◆ About this task: Copy each line from the records below in which the word "Исянбаева" is found.

**** Exercise materials

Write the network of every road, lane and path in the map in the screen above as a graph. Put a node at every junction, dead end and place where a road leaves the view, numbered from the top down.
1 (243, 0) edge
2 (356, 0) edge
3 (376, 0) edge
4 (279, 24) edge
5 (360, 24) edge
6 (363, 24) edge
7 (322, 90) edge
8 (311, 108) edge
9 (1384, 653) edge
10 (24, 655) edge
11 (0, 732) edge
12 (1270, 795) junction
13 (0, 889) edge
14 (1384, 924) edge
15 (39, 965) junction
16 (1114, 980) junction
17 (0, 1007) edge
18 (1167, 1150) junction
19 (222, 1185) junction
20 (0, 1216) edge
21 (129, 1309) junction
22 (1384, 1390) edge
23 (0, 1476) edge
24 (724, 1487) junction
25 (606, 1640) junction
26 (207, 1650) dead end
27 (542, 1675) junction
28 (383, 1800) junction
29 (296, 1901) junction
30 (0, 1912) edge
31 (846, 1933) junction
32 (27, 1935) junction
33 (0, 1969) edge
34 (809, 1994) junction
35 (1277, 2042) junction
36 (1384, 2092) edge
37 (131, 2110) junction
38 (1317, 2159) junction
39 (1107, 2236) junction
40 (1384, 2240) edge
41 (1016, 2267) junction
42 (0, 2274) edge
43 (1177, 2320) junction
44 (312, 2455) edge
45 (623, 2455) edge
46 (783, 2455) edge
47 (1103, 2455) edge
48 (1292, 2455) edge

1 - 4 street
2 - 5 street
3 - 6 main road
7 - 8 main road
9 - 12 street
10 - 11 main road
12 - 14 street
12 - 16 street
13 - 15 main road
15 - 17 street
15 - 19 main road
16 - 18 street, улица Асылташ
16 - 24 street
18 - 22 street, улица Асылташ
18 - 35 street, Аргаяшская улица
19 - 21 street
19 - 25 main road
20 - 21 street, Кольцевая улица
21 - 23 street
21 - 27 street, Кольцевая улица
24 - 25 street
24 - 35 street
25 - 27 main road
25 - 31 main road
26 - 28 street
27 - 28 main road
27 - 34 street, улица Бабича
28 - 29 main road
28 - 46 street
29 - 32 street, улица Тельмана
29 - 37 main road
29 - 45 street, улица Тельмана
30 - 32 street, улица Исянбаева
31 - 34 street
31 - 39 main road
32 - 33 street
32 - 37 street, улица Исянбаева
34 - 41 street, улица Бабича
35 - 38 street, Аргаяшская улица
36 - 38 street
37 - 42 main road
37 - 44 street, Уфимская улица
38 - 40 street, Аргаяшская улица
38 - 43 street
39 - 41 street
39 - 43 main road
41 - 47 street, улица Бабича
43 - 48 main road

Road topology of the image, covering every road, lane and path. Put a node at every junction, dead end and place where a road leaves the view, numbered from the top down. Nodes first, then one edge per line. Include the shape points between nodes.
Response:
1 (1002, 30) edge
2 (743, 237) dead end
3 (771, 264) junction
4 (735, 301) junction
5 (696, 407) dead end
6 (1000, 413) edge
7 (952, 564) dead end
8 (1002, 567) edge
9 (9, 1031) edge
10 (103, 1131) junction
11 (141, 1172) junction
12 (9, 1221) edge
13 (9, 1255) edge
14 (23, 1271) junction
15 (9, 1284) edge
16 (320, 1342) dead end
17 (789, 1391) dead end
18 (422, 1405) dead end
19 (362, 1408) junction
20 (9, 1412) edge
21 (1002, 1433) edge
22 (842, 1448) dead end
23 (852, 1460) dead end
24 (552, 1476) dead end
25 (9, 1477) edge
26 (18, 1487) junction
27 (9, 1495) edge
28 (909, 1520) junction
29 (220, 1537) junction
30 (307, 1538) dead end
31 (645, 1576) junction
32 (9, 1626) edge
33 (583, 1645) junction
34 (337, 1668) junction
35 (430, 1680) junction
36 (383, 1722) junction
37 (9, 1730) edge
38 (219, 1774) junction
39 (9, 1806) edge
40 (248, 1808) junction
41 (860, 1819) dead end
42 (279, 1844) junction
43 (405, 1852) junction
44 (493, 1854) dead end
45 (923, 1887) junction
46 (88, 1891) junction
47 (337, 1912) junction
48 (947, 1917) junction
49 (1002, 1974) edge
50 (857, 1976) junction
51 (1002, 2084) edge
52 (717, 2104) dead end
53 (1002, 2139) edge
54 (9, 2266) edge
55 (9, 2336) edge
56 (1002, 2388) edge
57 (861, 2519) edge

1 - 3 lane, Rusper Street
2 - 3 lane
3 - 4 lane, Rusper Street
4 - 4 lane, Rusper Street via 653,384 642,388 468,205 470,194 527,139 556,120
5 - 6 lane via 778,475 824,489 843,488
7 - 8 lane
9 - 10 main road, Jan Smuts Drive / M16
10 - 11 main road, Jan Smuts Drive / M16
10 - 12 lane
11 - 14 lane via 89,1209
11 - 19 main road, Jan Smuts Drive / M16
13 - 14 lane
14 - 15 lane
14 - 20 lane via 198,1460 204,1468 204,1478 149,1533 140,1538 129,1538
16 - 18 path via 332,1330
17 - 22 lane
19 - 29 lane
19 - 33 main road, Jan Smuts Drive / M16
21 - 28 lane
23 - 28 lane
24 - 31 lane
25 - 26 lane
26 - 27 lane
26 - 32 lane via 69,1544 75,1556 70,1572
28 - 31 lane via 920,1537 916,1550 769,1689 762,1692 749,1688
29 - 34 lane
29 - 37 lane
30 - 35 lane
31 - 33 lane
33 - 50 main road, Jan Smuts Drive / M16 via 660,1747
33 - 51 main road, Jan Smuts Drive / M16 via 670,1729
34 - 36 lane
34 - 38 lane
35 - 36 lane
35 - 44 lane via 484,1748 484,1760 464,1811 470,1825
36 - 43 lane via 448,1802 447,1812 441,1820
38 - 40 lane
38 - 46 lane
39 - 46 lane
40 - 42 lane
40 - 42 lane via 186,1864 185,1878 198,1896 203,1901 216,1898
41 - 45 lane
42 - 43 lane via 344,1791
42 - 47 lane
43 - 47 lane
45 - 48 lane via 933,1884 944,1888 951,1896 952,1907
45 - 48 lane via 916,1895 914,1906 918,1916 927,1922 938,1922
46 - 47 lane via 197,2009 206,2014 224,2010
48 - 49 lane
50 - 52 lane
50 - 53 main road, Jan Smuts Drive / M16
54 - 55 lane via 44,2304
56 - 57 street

********

◆ Solved problem:
30 - 32 street, улица Исянбаева
32 - 37 street, улица Исянбаева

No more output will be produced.